### What you are asked to do
Word for word, give the data again without its pictures.

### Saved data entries
####
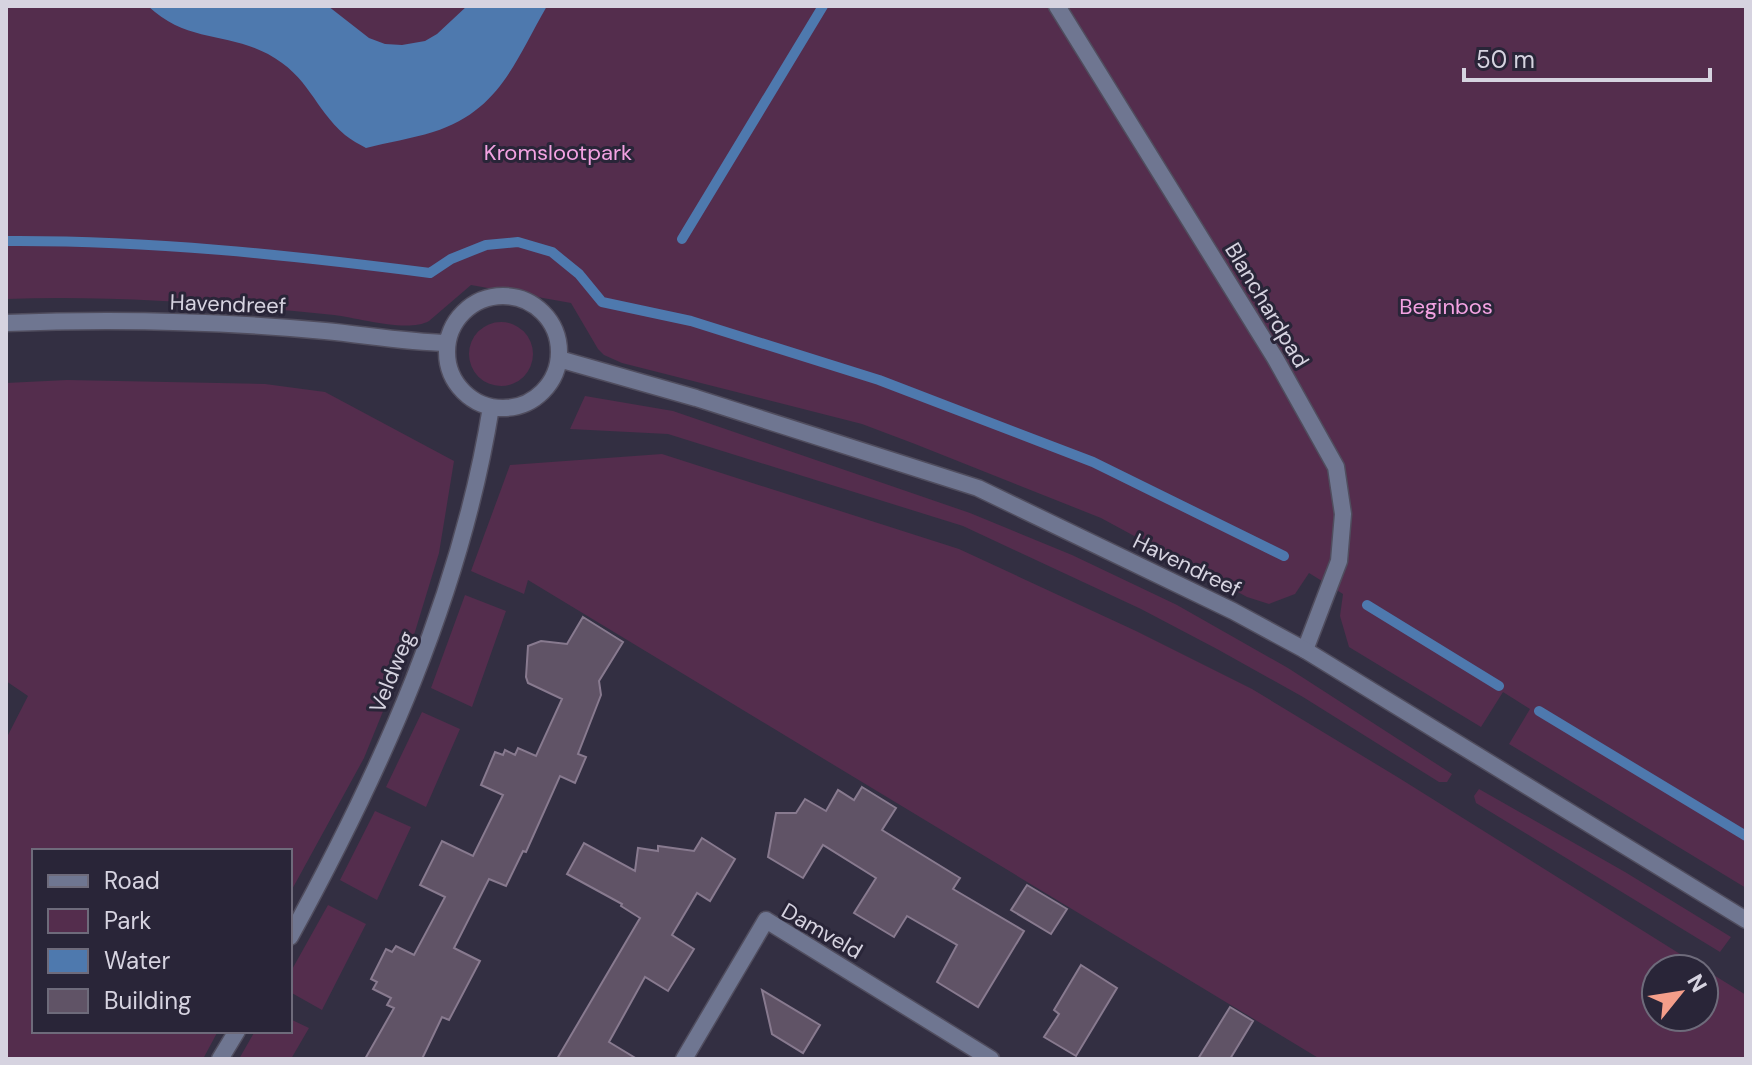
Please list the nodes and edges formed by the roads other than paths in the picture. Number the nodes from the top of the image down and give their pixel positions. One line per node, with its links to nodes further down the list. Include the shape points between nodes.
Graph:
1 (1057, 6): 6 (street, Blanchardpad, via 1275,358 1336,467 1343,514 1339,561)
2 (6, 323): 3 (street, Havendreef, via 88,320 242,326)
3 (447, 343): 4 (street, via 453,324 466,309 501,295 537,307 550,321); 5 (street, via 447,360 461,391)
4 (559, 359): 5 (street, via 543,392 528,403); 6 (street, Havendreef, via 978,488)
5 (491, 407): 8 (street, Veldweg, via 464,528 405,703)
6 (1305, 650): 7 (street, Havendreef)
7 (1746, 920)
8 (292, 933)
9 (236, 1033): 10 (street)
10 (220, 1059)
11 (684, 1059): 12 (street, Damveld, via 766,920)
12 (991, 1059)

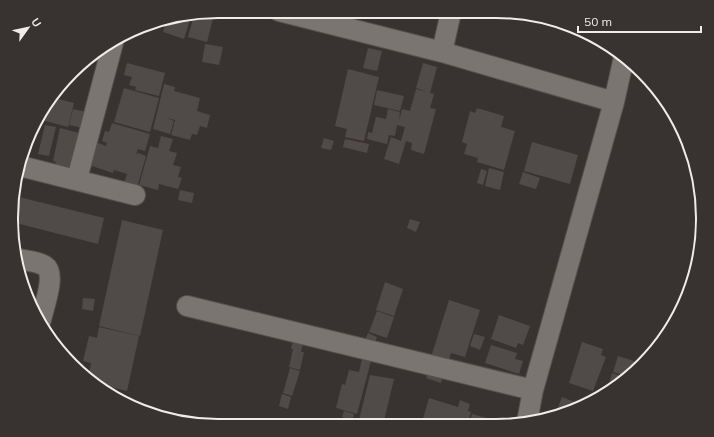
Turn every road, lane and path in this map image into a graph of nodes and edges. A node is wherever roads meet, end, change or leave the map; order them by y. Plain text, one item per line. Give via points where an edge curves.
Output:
####
### Exercise response
Please list the nodes and edges formed by the roads other than paths in the picture. Number the nodes from the top of the image down and give their pixel positions. One line per node, with its links to nodes further down the list. Include the shape points between nodes.
Graph:
1 (1057, 6): 6 (street, Blanchardpad, via 1275,358 1336,467 1343,514 1339,561)
2 (6, 323): 3 (street, Havendreef, via 88,320 242,326)
3 (447, 343): 4 (street, via 453,324 466,309 501,295 537,307 550,321); 5 (street, via 447,360 461,391)
4 (559, 359): 5 (street, via 543,392 528,403); 6 (street, Havendreef, via 978,488)
5 (491, 407): 8 (street, Veldweg, via 464,528 405,703)
6 (1305, 650): 7 (street, Havendreef)
7 (1746, 920)
8 (292, 933)
9 (236, 1033): 10 (street)
10 (220, 1059)
11 (684, 1059): 12 (street, Damveld, via 766,920)
12 (991, 1059)

Turn every road, lane and path in this map image into a graph of nodes and edges. A node is wherever roads meet, end, change or leave the map; order them by y. Plain text, one item per line. Give via points where an edge curves.
Output:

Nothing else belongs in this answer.